Saudi Aramco (2222.SR) had a down year... So it's giving away more money...

Even after a poor 2023, Saudi Arabia's national oil company remains one of the five largest companies by market cap.

Revenue fell 18% to $440 billion thanks to weak oil prices. Net profit dropped nearly 25%.

That didn't stop it from giving more cash away, though. Saudi Aramco raised its dividend by 30%.

Businesses this big rarely give away anywhere near this much cash. The rest of the top 15 companies by market cap have dividend yields at or below 2%. Saudi Aramco's yield is now about 5.5%.

Said another way, its annual dividend is just shy of $100 billion... on a down year for earnings.

For investors, the question is now about sustainability. Today, we'll take a closer look at whether Saudi Aramco is enticing investors to stay... or burning cash it can't afford to lose.

It all comes down to cash flows...

Saudi Aramco believes its cash position is robust enough that it can breathe... even when faced with upcoming obligations.

We can check its math using our Credit Cash Flow Prime ("CCFP") analysis.

The CCFP gives us a more accurate sense of a company's overall health. It compares financial obligations against cash position and expected cash earnings.

In the following chart, the stacked bars represent Saudi Aramco's obligations through 2029. This is what it needs to pay to keep the company from going under.

We compare these obligations with cash flow (the blue line) and cash on hand at the beginning of each period (the blue dots).

Through 2029, Saudi Aramco's cash flows alone exceed all of its obligations by an average of $119 billion.

Take a look...

As you can see, the dividend hike barely puts a dent in Saudi Aramco's balance sheet. The company can easily cover all its costs.

In fact, it may actually have room to raise its dividend further. And quite substantially, too... as much as another 50% to 75%.

This business is so profitable that even in a down year, it's accumulating a huge pile of cash...

Saudi Aramco has a humble $100 billion sitting on the balance sheet right now.
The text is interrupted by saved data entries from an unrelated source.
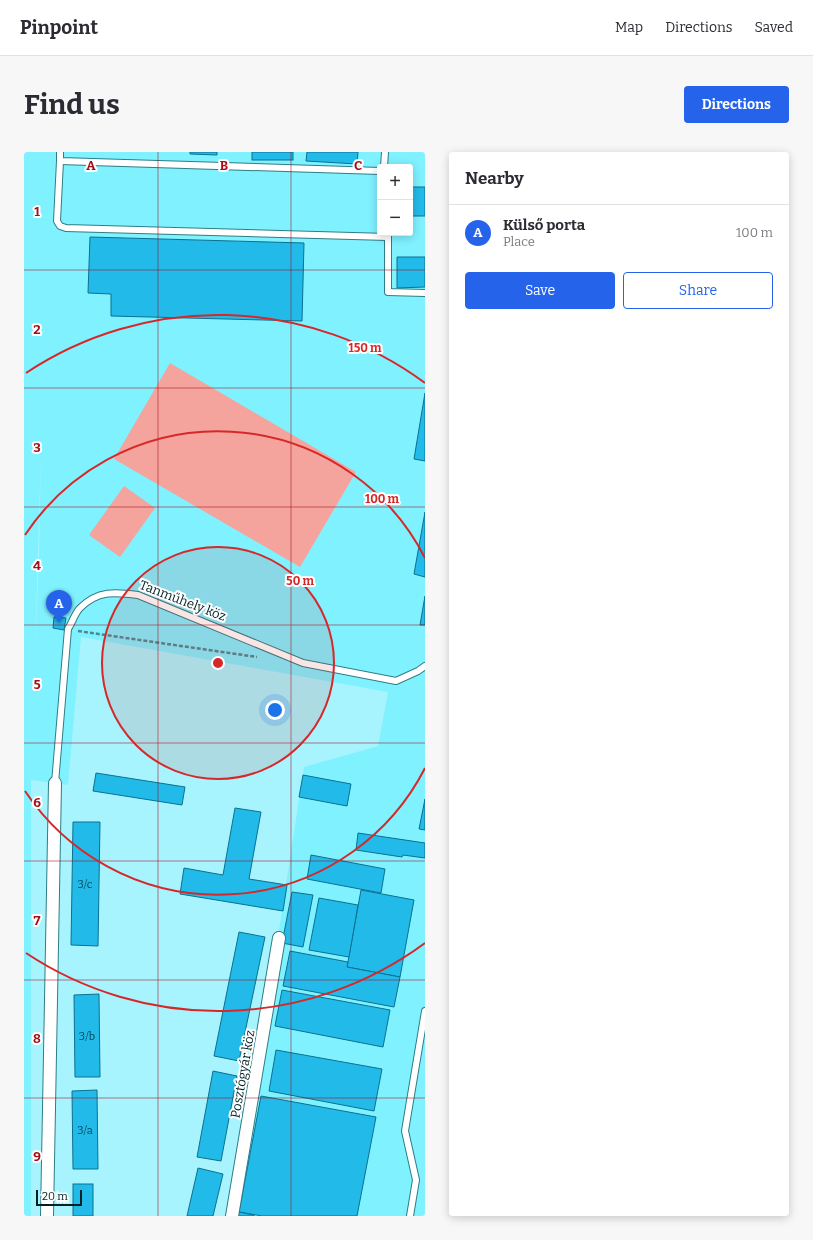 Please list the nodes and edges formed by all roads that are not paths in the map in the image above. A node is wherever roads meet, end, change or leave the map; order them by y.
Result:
1 (60, 152) edge
2 (385, 152) edge
3 (60, 160) junction
4 (384, 164) edge
5 (377, 171) edge
6 (377, 235) edge
7 (388, 236) edge
8 (425, 293) edge
9 (425, 666) edge
10 (55, 783) joint
11 (279, 938) dead end
12 (425, 1011) edge
13 (47, 1216) edge
14 (232, 1216) edge
15 (410, 1216) edge

1 - 3 lane
2 - 4 lane
3 - 5 lane
3 - 6 lane
7 - 8 lane
9 - 10 lane, Tanműhely köz
10 - 13 street, Tanműhely köz
11 - 14 street, Posztógyár köz
12 - 15 lane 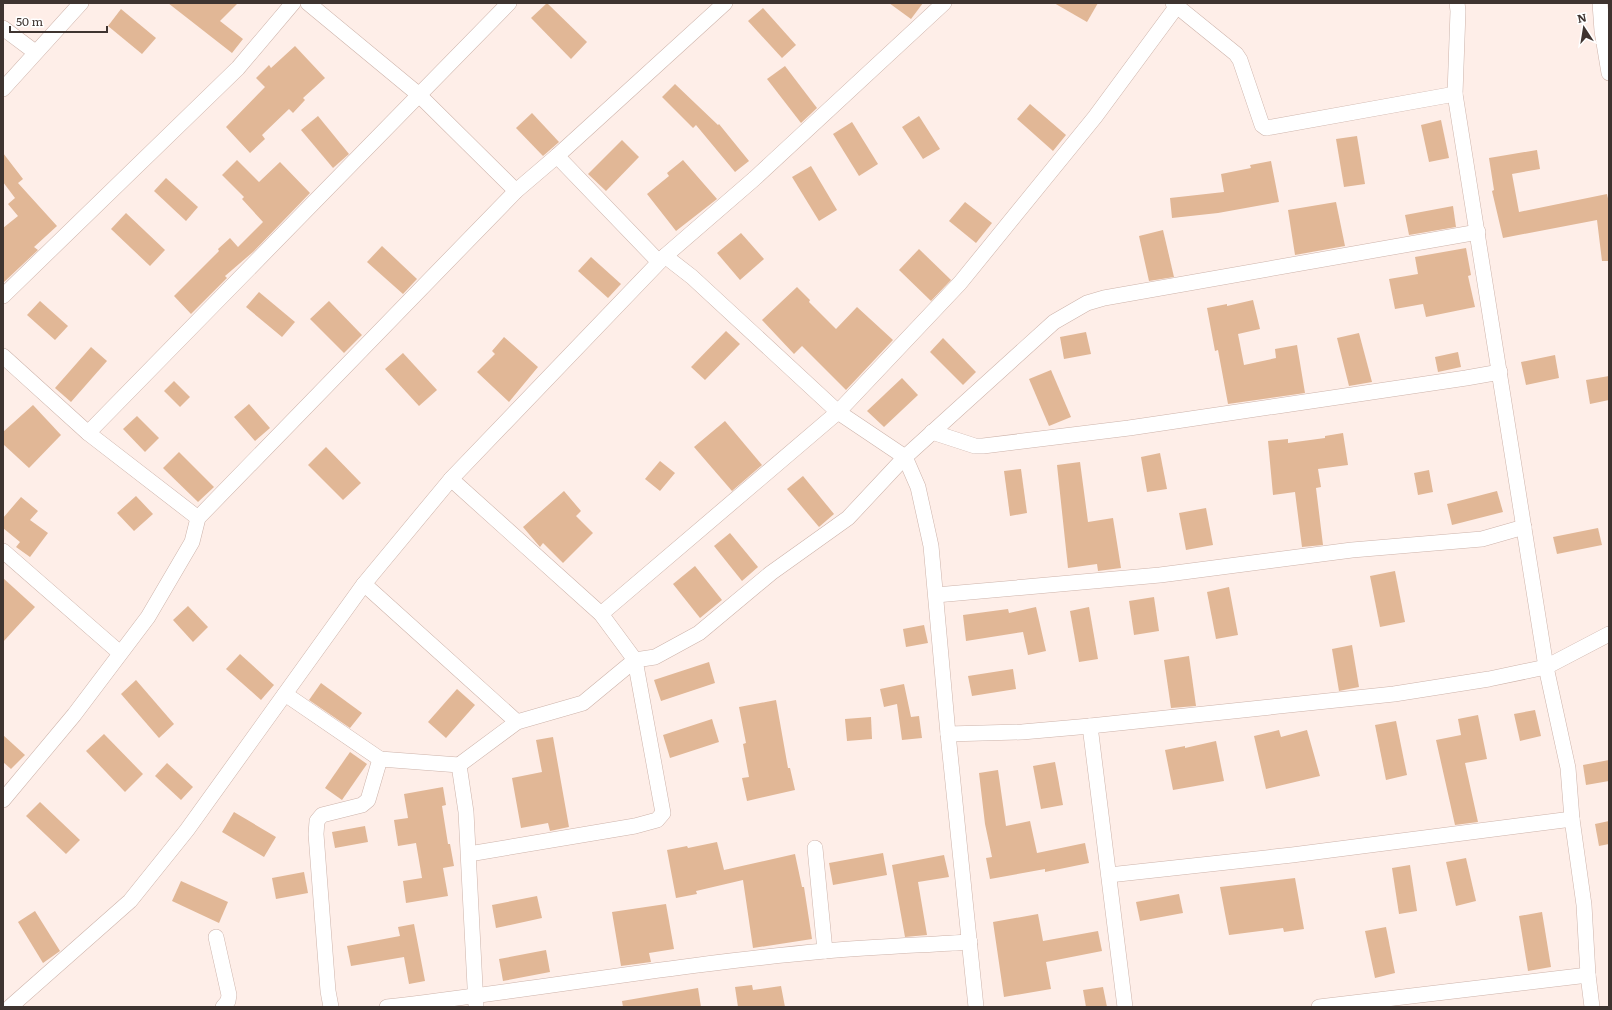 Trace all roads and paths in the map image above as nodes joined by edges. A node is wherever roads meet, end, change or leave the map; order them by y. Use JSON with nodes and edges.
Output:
{"nodes":[{"id":1,"x":81,"y":3,"type":"edge"},
{"id":2,"x":293,"y":3,"type":"edge"},
{"id":3,"x":308,"y":3,"type":"edge"},
{"id":4,"x":509,"y":3,"type":"edge"},
{"id":5,"x":725,"y":3,"type":"edge"},
{"id":6,"x":944,"y":3,"type":"edge"},
{"id":7,"x":1456,"y":3,"type":"edge"},
{"id":8,"x":1600,"y":3,"type":"edge"},
{"id":9,"x":1175,"y":4,"type":"edge"},
{"id":10,"x":3,"y":28,"type":"edge"},
{"id":11,"x":35,"y":52,"type":"junction"},
{"id":12,"x":1609,"y":73,"type":"edge"},
{"id":13,"x":3,"y":89,"type":"edge"},
{"id":14,"x":418,"y":94,"type":"junction"},
{"id":15,"x":1455,"y":94,"type":"junction"},
{"id":16,"x":557,"y":156,"type":"junction"},
{"id":17,"x":516,"y":192,"type":"junction"},
{"id":18,"x":1478,"y":232,"type":"junction"},
{"id":19,"x":662,"y":259,"type":"junction"},
{"id":20,"x":3,"y":296,"type":"edge"},
{"id":21,"x":3,"y":356,"type":"edge"},
{"id":22,"x":1500,"y":372,"type":"junction"},
{"id":23,"x":838,"y":412,"type":"junction"},
{"id":24,"x":932,"y":432,"type":"junction"},
{"id":25,"x":88,"y":433,"type":"junction"},
{"id":26,"x":905,"y":458,"type":"junction"},
{"id":27,"x":450,"y":479,"type":"junction"},
{"id":28,"x":198,"y":518,"type":"junction"},
{"id":29,"x":1524,"y":527,"type":"junction"},
{"id":30,"x":3,"y":550,"type":"edge"},
{"id":31,"x":364,"y":584,"type":"junction"},
{"id":32,"x":936,"y":595,"type":"junction"},
{"id":33,"x":600,"y":614,"type":"junction"},
{"id":34,"x":1609,"y":634,"type":"edge"},
{"id":35,"x":120,"y":653,"type":"junction"},
{"id":36,"x":635,"y":660,"type":"junction"},
{"id":37,"x":1546,"y":667,"type":"junction"},
{"id":38,"x":285,"y":694,"type":"junction"},
{"id":39,"x":517,"y":722,"type":"junction"},
{"id":40,"x":1090,"y":726,"type":"junction"},
{"id":41,"x":948,"y":734,"type":"junction"},
{"id":42,"x":380,"y":759,"type":"junction"},
{"id":43,"x":459,"y":765,"type":"junction"},
{"id":44,"x":3,"y":800,"type":"edge"},
{"id":45,"x":1572,"y":819,"type":"junction"},
{"id":46,"x":815,"y":848,"type":"dead end"},
{"id":47,"x":469,"y":854,"type":"junction"},
{"id":48,"x":1109,"y":875,"type":"junction"},
{"id":49,"x":216,"y":937,"type":"dead end"},
{"id":50,"x":970,"y":942,"type":"junction"},
{"id":51,"x":825,"y":951,"type":"junction"},
{"id":52,"x":1588,"y":975,"type":"junction"},
{"id":53,"x":475,"y":1002,"type":"edge"},
{"id":54,"x":10,"y":1007,"type":"edge"},
{"id":55,"x":224,"y":1007,"type":"edge"},
{"id":56,"x":331,"y":1007,"type":"edge"},
{"id":57,"x":387,"y":1007,"type":"edge"},
{"id":58,"x":976,"y":1007,"type":"edge"},
{"id":59,"x":1125,"y":1007,"type":"edge"},
{"id":60,"x":1319,"y":1007,"type":"edge"},
{"id":61,"x":1592,"y":1007,"type":"edge"}],
"edges":[{"from":1,"to":11,"type":"street"},
{"from":2,"to":20,"type":"street"},
{"from":3,"to":14,"type":"street"},
{"from":4,"to":14,"type":"street"},
{"from":5,"to":16,"type":"street"},
{"from":6,"to":19,"type":"street"},
{"from":7,"to":15,"type":"street"},
{"from":8,"to":12,"type":"street"},
{"from":9,"to":15,"type":"street"},
{"from":9,"to":23,"type":"street"},
{"from":10,"to":11,"type":"street"},
{"from":11,"to":13,"type":"street"},
{"from":14,"to":17,"type":"street"},
{"from":14,"to":25,"type":"street"},
{"from":15,"to":18,"type":"street"},
{"from":16,"to":17,"type":"street"},
{"from":16,"to":19,"type":"street"},
{"from":17,"to":28,"type":"street"},
{"from":18,"to":22,"type":"street"},
{"from":18,"to":24,"type":"street"},
{"from":19,"to":23,"type":"street"},
{"from":19,"to":27,"type":"street"},
{"from":21,"to":25,"type":"street"},
{"from":22,"to":24,"type":"street"},
{"from":22,"to":29,"type":"street"},
{"from":23,"to":26,"type":"street"},
{"from":23,"to":33,"type":"street"},
{"from":24,"to":26,"type":"street"},
{"from":25,"to":28,"type":"street"},
{"from":26,"to":32,"type":"street"},
{"from":26,"to":36,"type":"street"},
{"from":27,"to":31,"type":"street"},
{"from":27,"to":33,"type":"street"},
{"from":28,"to":35,"type":"street"},
{"from":29,"to":32,"type":"street"},
{"from":29,"to":37,"type":"street"},
{"from":30,"to":35,"type":"street"},
{"from":31,"to":38,"type":"street"},
{"from":31,"to":39,"type":"street"},
{"from":32,"to":41,"type":"street"},
{"from":33,"to":36,"type":"street"},
{"from":34,"to":37,"type":"street"},
{"from":35,"to":44,"type":"street"},
{"from":36,"to":39,"type":"street"},
{"from":36,"to":47,"type":"street"},
{"from":37,"to":40,"type":"street"},
{"from":37,"to":45,"type":"street"},
{"from":38,"to":42,"type":"street"},
{"from":38,"to":54,"type":"street"},
{"from":39,"to":43,"type":"street"},
{"from":40,"to":41,"type":"street"},
{"from":40,"to":48,"type":"street"},
{"from":41,"to":50,"type":"street"},
{"from":42,"to":43,"type":"street"},
{"from":42,"to":56,"type":"street"},
{"from":43,"to":47,"type":"street"},
{"from":45,"to":48,"type":"street"},
{"from":45,"to":52,"type":"street"},
{"from":46,"to":51,"type":"street"},
{"from":47,"to":53,"type":"street"},
{"from":48,"to":59,"type":"street"},
{"from":49,"to":55,"type":"street"},
{"from":50,"to":51,"type":"street"},
{"from":50,"to":58,"type":"street"},
{"from":51,"to":53,"type":"street"},
{"from":52,"to":60,"type":"street"},
{"from":52,"to":61,"type":"street"},
{"from":53,"to":57,"type":"street"}]}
It could support a full year of dividends, even if it didn't sell any oil.

The biggest issue with this company is that it's only listed on the Saudi stock exchange. That makes it harder for U.S. investors to get ahold of shares.

Saudi Aramco is a no-brainer investment in today's environment. It's using its cash to keep investors happy... even while oil prices aren't cooperating.

After all, it's not every day one of the world's biggest companies offers to pay you 5.5% for waiting through the bad times.

That's a great deal... if you can get it.